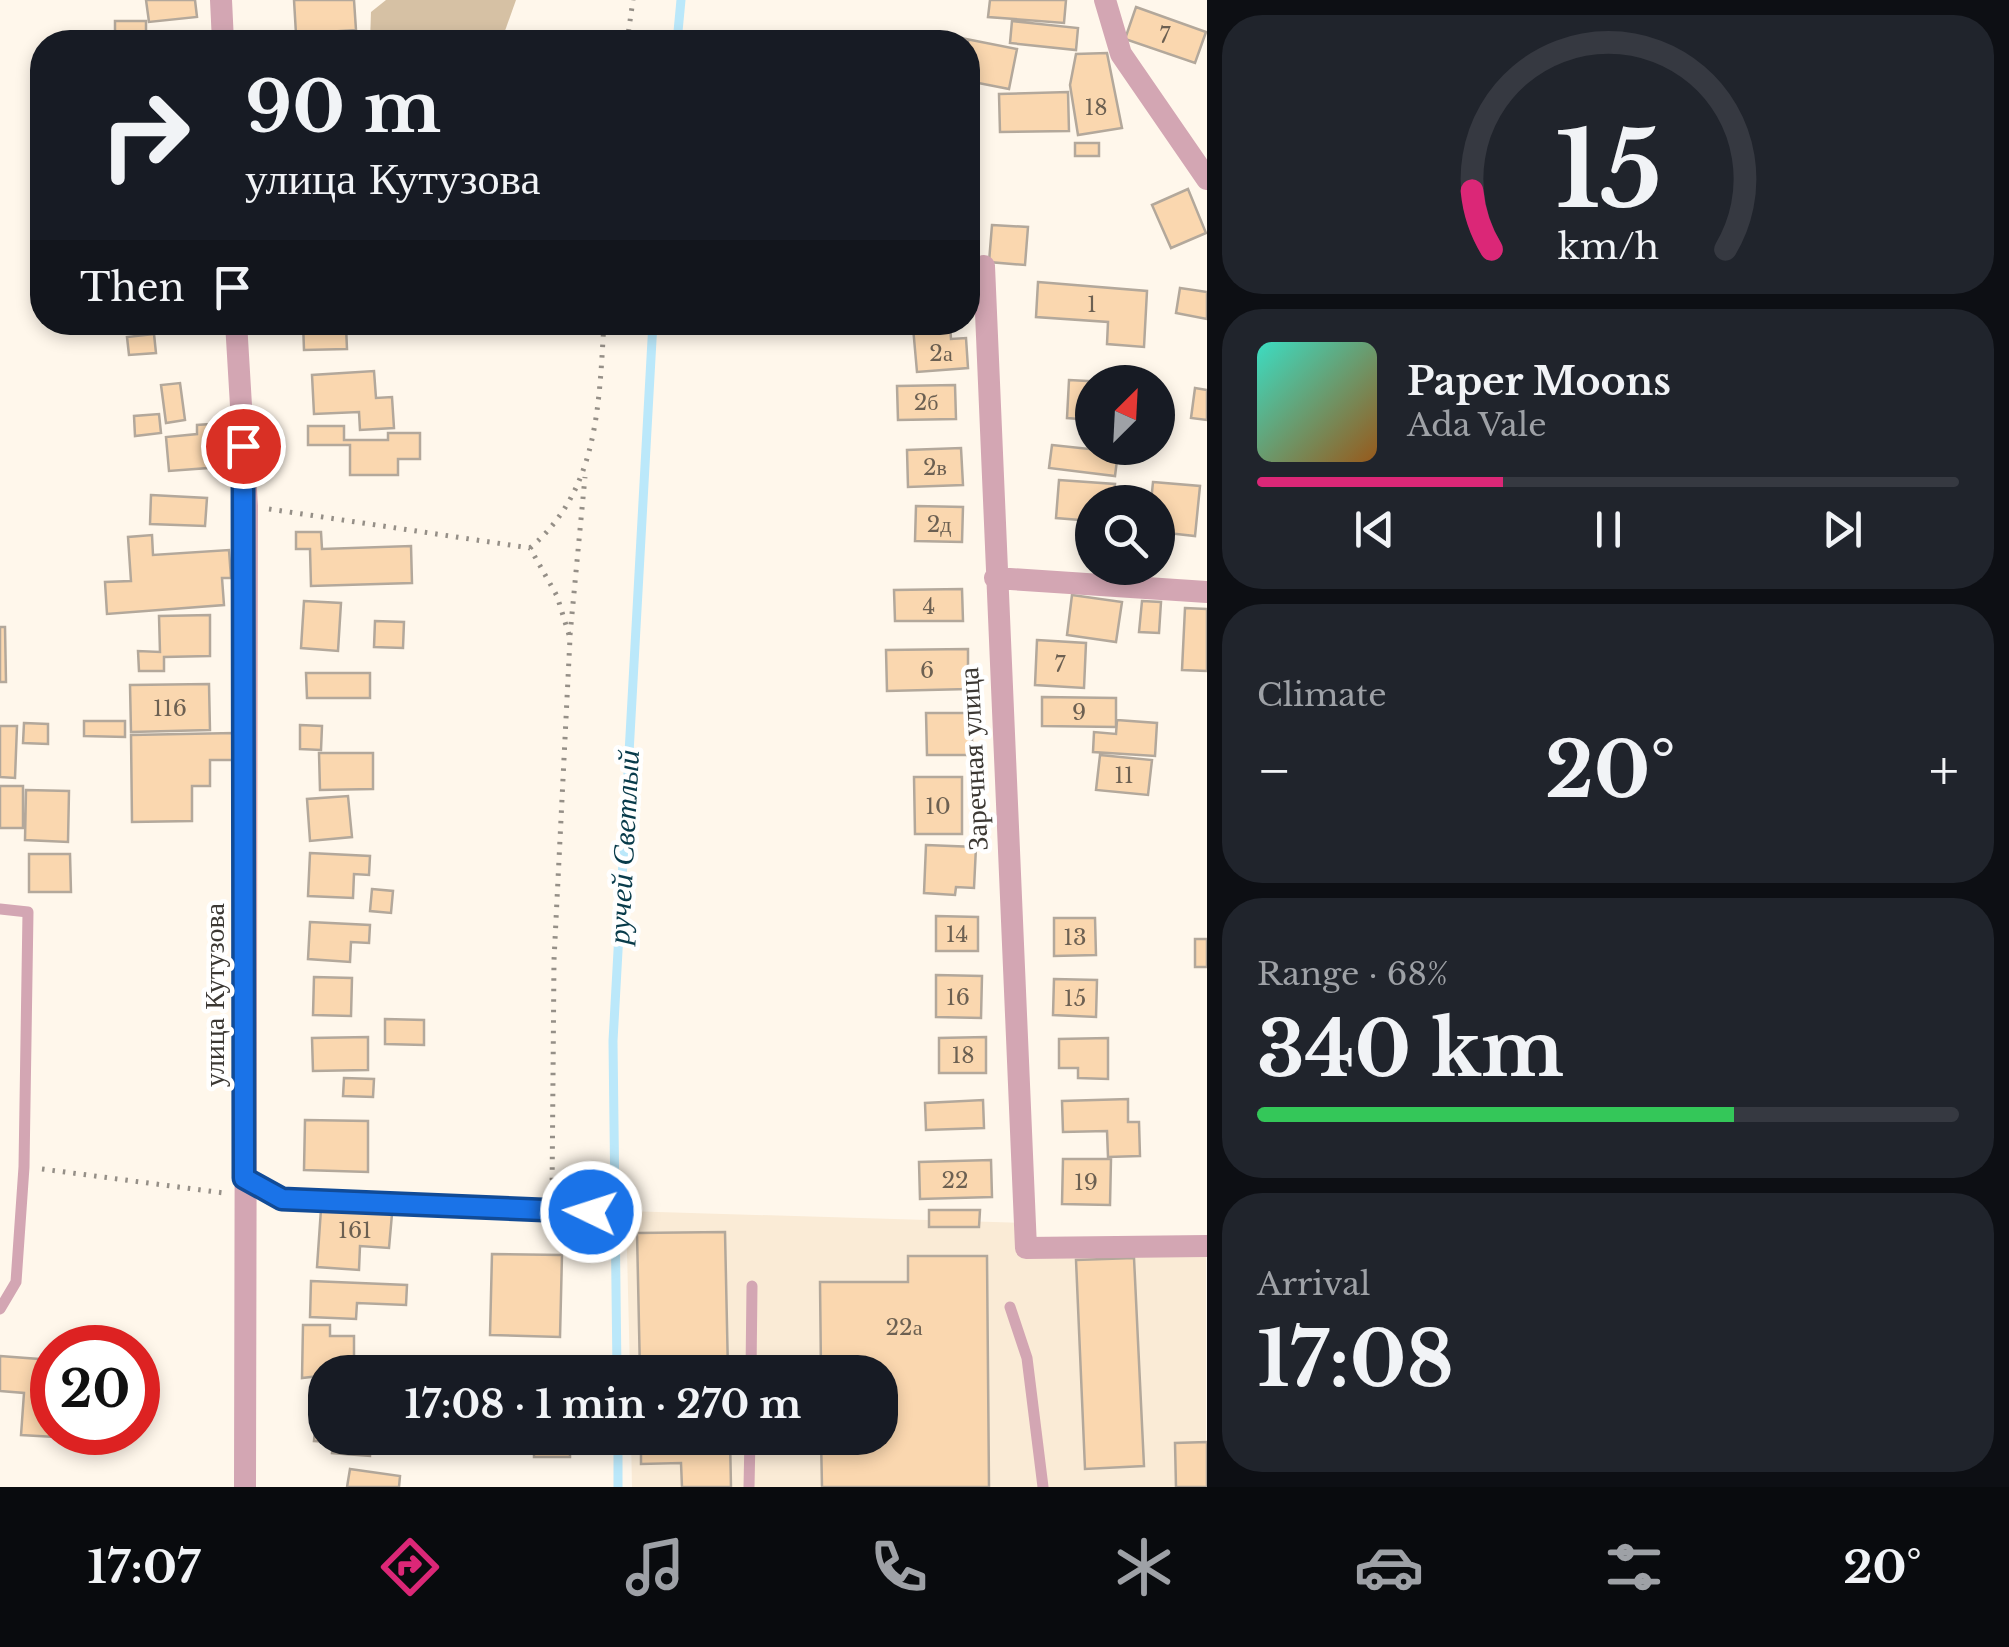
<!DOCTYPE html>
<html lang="en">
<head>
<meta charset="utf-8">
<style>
  body { margin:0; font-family:"Libre Baskerville",serif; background:#20242c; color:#f1f3f6; height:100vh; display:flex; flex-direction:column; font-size:38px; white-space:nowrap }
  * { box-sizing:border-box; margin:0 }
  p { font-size:32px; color:#9ea1a6 }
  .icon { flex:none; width:55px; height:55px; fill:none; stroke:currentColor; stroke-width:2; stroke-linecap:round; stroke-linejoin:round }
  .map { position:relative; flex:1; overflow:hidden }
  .sheet { display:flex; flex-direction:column; gap:15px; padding:15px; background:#0d0f14; width:802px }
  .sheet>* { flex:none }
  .guide { position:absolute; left:30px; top:30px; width:950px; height:305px; border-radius:40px; box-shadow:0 5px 15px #0003; background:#171b24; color:#f1f3f6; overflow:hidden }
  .needle { width:65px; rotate:24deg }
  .buttons { position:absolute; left:1075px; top:365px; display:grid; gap:20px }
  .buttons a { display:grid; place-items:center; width:100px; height:100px; border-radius:50%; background:#171b24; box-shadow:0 5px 15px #0003; font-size:50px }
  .speed { position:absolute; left:30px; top:1325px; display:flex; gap:20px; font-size:50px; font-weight:700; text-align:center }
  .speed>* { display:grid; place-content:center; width:130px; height:130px; border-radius:50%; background:#171b24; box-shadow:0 5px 15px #0003; line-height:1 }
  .speed .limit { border:15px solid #d22; background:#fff; color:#111 }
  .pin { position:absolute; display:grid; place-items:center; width:85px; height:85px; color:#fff; margin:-42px; border:5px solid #fff; border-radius:50%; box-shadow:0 2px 10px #0007 }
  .me { position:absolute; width:110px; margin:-55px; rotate:274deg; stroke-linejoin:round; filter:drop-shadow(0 0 8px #0008) }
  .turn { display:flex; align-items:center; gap:35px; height:210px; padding:0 50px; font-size:45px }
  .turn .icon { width:130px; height:130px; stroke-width:2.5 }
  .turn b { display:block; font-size:70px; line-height:85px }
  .then { display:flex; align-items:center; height:95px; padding:0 50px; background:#0003; gap:20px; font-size:38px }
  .big { font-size:75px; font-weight:700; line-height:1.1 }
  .sheet .card { flex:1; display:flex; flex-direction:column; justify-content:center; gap:15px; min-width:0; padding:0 35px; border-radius:40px; background:#20242c }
  .sheet .dial { align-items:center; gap:0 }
  .dial svg { height:260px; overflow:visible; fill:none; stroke:#363941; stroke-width:7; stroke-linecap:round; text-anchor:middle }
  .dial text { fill:#f1f3f6; stroke:none }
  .song { display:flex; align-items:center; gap:30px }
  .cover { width:120px; height:120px; border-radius:15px; background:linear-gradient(135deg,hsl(170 70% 55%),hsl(30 70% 35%)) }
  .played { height:10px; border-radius:5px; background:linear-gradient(90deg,#db2777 35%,#363941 35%) }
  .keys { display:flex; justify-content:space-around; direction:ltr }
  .heat { display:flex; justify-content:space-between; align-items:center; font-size:55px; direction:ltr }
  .charge { height:15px; border-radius:8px; background:linear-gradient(90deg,#34c759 68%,#363941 0) }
  .trip { position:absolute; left:308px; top:1355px; width:590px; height:100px; border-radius:40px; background:#171b24; box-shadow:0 5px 15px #0003; font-weight:700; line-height:100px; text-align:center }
  .tabs { display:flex; height:160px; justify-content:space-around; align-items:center; background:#090b0e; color:#9ea1a6 }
  .tabs .icon { width:70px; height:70px }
  .tabs .on { color:#db2777 }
  .tabs b { font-size:45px; color:#f1f3f6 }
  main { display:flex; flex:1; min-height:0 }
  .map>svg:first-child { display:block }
  .built { fill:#faebd6 }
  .green { fill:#d6c1a4 }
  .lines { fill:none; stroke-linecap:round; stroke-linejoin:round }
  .stream { stroke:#bbe8fa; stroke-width:9 }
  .building { fill:#fad7af; stroke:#b3a89b; stroke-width:2.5 }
  .path { stroke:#958f87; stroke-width:5; stroke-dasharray:2.5 8; stroke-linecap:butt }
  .service { stroke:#d3a6b3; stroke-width:11 }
  .minor { stroke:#d3a6b3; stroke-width:22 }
  .route-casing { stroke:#114b97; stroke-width:25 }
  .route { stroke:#1a73e8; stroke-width:18 }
  .labels { text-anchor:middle; stroke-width:9; stroke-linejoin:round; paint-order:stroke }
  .number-label { font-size:22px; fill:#6c6052 }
  .street-label { font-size:28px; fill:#3c3833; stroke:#fff }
  .water-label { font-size:30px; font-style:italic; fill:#083b4a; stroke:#fff }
</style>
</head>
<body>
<main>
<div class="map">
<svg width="1207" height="1487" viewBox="0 0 1207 1487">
  <rect width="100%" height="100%" fill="#fff7eb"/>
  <path class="built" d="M626,1211L1024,1223L1026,1247L1206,1246V1487H632L631,1438H880V1372H630Z"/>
  <path class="green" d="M386,0H516L501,42H370L371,12Z"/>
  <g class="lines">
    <path class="stream" d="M677,42L681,0
      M617,1372L613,1041L653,322
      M618,1438V1487"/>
  </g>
  <path class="building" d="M146,0H195L197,17L149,22Z
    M294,0H354L356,30L296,34Z
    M990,0H1066L1064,23L988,17Z
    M1136,7L1206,32L1195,63L1125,39Z
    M115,21H146V39H115Z
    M1012,21L1078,28L1076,50L1010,43Z
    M193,36V42H152V39Z
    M956,37L1017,49L1009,89L968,81V42H955Z
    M1107,53L1122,128L1078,135L1070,85L1076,54Z
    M1068,92L1069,131L1000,132L999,94Z
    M1075,143H1099V156H1075Z
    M1188,189L1206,233L1171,248L1152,205Z
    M992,225L1028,227L1025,265L989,262Z
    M1038,282L1147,291L1144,347L1107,344L1108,322L1036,317Z
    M1180,288L1207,292V319L1176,313Z
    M158,322H203V329L159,333Z
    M303,322H384V325L346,326L347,349L304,350Z
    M950,325L951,339L966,338L968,368L917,372L913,327Z
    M154,334L156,353L129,355L127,337Z
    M374,371L376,398L392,397L394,428L360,430L359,412L314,414L312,375Z
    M1069,380L1106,382H1092V420L1067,418Z
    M180,383L185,420L166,423L161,385Z
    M955,385L956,419L898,420L897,386Z
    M1195,388L1207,390V420L1191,418Z
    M159,414L161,433L135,436L134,416Z
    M224,423L225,435L205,437L208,468L169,471L166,437L197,434V425Z
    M308,426H344V440H388V433H420V459H398V475H350V445H308Z
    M1052,445L1118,452L1115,476L1049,468Z
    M961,448L963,485L908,487L907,450Z
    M1059,480L1115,484L1113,502H1092V521L1056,518Z
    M1153,482L1200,486L1195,536L1158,532V502H1151Z
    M151,495L207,498L205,526L150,524Z
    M916,506L963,507L962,542L915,541Z
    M296,532H321L322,549L411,546L412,583L311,586L310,549H296Z
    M152,535L153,555L229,550L231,578H222L224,605L107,614L105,582L131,581L128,537Z
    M962,589L963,621H895L894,590Z
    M1072,595L1122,602L1116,642L1067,635Z
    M304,601L341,603L338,651L301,648Z
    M1142,601L1161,602L1159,633L1139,632Z
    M1185,608L1207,609V671L1182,670Z
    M210,615V656L164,657V671H139L138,651L160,652L159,616Z
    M375,621L404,622L403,648L374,647Z
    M0,627H5L6,682H0Z
    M1037,640L1086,643L1084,688L1035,685Z
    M968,649V689L887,691L886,650Z
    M306,673H370V698H307Z
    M209,684L210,730L131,732L130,685Z
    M1042,697L1116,698V727L1042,726Z
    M926,713H972V755H927Z
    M1117,720L1157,723L1155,756L1093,752L1094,732L1116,734Z
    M84,721H125V737L84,736Z
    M24,723L48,724V744L23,743Z
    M300,725L322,726L321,750L300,749Z
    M0,726H17L15,778L0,777Z
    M234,733V760H210V786H192V821L132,822L131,735Z
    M319,753H373V789L320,790Z
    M1100,755L1152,760L1148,795L1096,790Z
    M914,777H962V834H915Z
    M0,786H23V828H0Z
    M26,790L69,791L68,842L25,840Z
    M348,796L352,837L310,841L307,799Z
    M926,845L976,847L974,888L956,887L955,895L924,893Z
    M310,853L370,856L369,875L354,874L353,898L308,896Z
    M29,854H70L71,892H29Z
    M372,889L393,891L391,913L370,911Z
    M936,916L978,917V951H936Z
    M1054,918H1095L1096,955L1054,956Z
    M310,922L370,925L369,943L351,942L350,962L308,959Z
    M1195,939H1207V967H1195Z
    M936,975L982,976L981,1018L936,1017Z
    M314,977L352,978L351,1016L313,1015Z
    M1054,979L1097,980L1096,1017L1053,1015Z
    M385,1019L424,1020V1045L385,1044Z
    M368,1037V1070L313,1071L312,1038Z
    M986,1037V1073H939V1038Z
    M1108,1038V1079L1078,1078V1068H1059V1039Z
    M344,1078L374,1079L373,1097L343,1096Z
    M1128,1099V1122H1139L1140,1156L1108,1157L1107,1131L1063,1132L1062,1101Z
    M983,1100L984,1128L926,1130L925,1103Z
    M305,1120L368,1121V1172L304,1170Z
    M1063,1159H1111L1110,1205L1062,1204Z
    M991,1160L992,1197L920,1199L919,1162Z
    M321,1209L392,1214L389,1248L360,1246L359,1270L317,1267Z
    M929,1210H980L979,1227H929Z
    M725,1232L728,1372H640L637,1233Z
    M492,1254L562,1255L560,1337L490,1335Z
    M908,1256H987L989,1487H822L821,1438H880V1372H821L820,1282H908Z
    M1134,1258L1144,1466L1085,1469L1076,1260Z
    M311,1281L407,1285L406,1305L357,1303L356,1319L310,1317Z
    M303,1325H330V1336H354V1372L302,1378Z
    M0,1356L52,1360V1432H73V1438L21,1435L24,1393L0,1391Z
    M317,1406L325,1407V1438H371L370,1456L332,1453L333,1442L314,1441Z
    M534,1438H570V1457H534Z
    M641,1438H730L731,1487H682L681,1463L641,1464Z
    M1207,1442V1487H1176L1175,1443Z
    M350,1469L400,1476L399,1487H347Z"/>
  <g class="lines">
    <path class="path" d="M627,42L633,0
      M269,509L530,548L557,596L570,638L554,960L552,1194
      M530,548C598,490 599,407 604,322
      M570,635L585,477
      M42,1169L224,1193"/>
    <path class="service" d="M0,909L28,912L24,1167L16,1282L0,1309
      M244,1178L282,1199L591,1212
      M1010,1307L1027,1358L1043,1487
      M751,1372L752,1286
      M749,1487L750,1438"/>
    <path class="minor" d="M221,0L223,42
      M1105,0L1121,54L1207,179
      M984,266L1026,1248L1207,1246
      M236,322L247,506L245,1487
      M995,578L1207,592"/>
  </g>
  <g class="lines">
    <defs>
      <path id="route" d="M243,446L244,1178L282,1199L591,1212"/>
    </defs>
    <use href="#route" class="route-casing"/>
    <use href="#route" class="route"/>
  </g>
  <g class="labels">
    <g class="number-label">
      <text x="1165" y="43">7</text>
      <text x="1096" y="115">18</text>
      <text x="1092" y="312">1</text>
      <text x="941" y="361">2а</text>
      <text x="926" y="410">2б</text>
      <text x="935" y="475">2в</text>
      <text x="939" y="532">2д</text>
      <text x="929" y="614">4</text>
      <text x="1060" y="672">7</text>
      <text x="927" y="678">6</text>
      <text x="170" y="716">116</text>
      <text x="1079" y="720">9</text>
      <text x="1124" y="783">11</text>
      <text x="938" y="814">10</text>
      <text x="957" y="942">14</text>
      <text x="1075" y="945">13</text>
      <text x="958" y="1005">16</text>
      <text x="1075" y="1006">15</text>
      <text x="963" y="1063">18</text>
      <text x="955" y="1188">22</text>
      <text x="1086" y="1190">19</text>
      <text x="355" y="1238">161</text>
      <text x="904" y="1335">22а</text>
    </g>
    <g class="street-label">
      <text transform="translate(973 759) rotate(-93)" y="10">Заречная улица</text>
      <text transform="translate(214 995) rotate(-90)" y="10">улица Кутузова</text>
    </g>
    <g class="water-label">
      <text transform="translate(624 847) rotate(-87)" y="10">ручей Светлый</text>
    </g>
  </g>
</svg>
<div class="buttons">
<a><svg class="needle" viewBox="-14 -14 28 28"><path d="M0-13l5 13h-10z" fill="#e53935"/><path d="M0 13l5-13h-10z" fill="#9ea1a6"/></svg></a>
<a><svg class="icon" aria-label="search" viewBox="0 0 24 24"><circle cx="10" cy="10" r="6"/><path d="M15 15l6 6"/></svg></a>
</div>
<div class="speed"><div class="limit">20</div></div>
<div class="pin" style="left:243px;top:446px;background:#d93025"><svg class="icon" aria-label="arrive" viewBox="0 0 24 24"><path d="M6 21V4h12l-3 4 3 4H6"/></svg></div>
<svg class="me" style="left:591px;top:1212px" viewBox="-20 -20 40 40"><circle r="17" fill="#1a73e8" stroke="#fff" stroke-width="3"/><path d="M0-11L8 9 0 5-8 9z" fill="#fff"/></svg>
<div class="trip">17:08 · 1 min · 270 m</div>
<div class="guide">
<div class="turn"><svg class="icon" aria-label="right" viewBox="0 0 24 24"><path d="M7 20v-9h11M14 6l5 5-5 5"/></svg><div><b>90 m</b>улица Кутузова</div></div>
<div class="then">Then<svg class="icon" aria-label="arrive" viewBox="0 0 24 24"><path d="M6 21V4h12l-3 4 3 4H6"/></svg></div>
</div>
</div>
<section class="sheet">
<div class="card dial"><svg viewBox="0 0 100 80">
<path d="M14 69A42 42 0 1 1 86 69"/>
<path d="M14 69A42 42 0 0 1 8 51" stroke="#db2777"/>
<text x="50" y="56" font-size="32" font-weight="700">15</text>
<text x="50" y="72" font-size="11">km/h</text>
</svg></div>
<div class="card">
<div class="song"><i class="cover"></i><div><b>Paper Moons</b><p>Ada Vale</p></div></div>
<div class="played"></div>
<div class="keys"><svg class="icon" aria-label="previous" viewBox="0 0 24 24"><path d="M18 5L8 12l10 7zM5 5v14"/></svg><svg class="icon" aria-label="pause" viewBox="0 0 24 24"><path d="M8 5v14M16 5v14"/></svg><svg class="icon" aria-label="next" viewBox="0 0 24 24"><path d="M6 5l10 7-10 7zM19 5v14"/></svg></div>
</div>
<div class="card"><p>Climate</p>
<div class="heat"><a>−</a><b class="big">20°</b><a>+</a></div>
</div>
<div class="card"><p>Range · 68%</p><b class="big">340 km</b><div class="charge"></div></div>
<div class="card"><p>Arrival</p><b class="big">17:08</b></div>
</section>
</main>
<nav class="tabs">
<b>17:07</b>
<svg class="icon on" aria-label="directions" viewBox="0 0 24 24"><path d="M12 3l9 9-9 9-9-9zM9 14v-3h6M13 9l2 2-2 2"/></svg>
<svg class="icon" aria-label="music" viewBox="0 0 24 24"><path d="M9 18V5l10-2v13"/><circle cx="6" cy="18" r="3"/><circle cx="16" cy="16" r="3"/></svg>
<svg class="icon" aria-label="phone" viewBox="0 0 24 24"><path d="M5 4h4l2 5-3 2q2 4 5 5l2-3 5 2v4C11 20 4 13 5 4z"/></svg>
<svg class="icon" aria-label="climate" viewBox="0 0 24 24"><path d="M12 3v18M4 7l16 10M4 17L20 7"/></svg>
<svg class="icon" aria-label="car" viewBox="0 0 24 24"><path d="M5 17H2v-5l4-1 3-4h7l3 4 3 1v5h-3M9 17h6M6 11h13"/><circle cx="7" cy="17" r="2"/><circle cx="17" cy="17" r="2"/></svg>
<svg class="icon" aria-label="filters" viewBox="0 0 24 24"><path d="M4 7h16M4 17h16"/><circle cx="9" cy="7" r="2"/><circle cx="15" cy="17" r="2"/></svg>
<b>20°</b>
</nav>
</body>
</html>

════════════════

▶ _WHAT YOU WILL DO_
Take the lines above from the top of the records through the one with "display:grid; place-items:center; width:100px;" and repeat them exactly, without any pictures.

▶ _TASK SOLUTION_
<!DOCTYPE html>
<html lang="en">
<head>
<meta charset="utf-8">
<style>
  body { margin:0; font-family:"Libre Baskerville",serif; background:#20242c; color:#f1f3f6; height:100vh; display:flex; flex-direction:column; font-size:38px; white-space:nowrap }
  * { box-sizing:border-box; margin:0 }
  p { font-size:32px; color:#9ea1a6 }
  .icon { flex:none; width:55px; height:55px; fill:none; stroke:currentColor; stroke-width:2; stroke-linecap:round; stroke-linejoin:round }
  .map { position:relative; flex:1; overflow:hidden }
  .sheet { display:flex; flex-direction:column; gap:15px; padding:15px; background:#0d0f14; width:802px }
  .sheet>* { flex:none }
  .guide { position:absolute; left:30px; top:30px; width:950px; height:305px; border-radius:40px; box-shadow:0 5px 15px #0003; background:#171b24; color:#f1f3f6; overflow:hidden }
  .needle { width:65px; rotate:24deg }
  .buttons { position:absolute; left:1075px; top:365px; display:grid; gap:20px }
  .buttons a { display:grid; place-items:center; width:100px; height:100px; border-radius:50%; background:#171b24; box-shadow:0 5px 15px #0003; font-size:50px }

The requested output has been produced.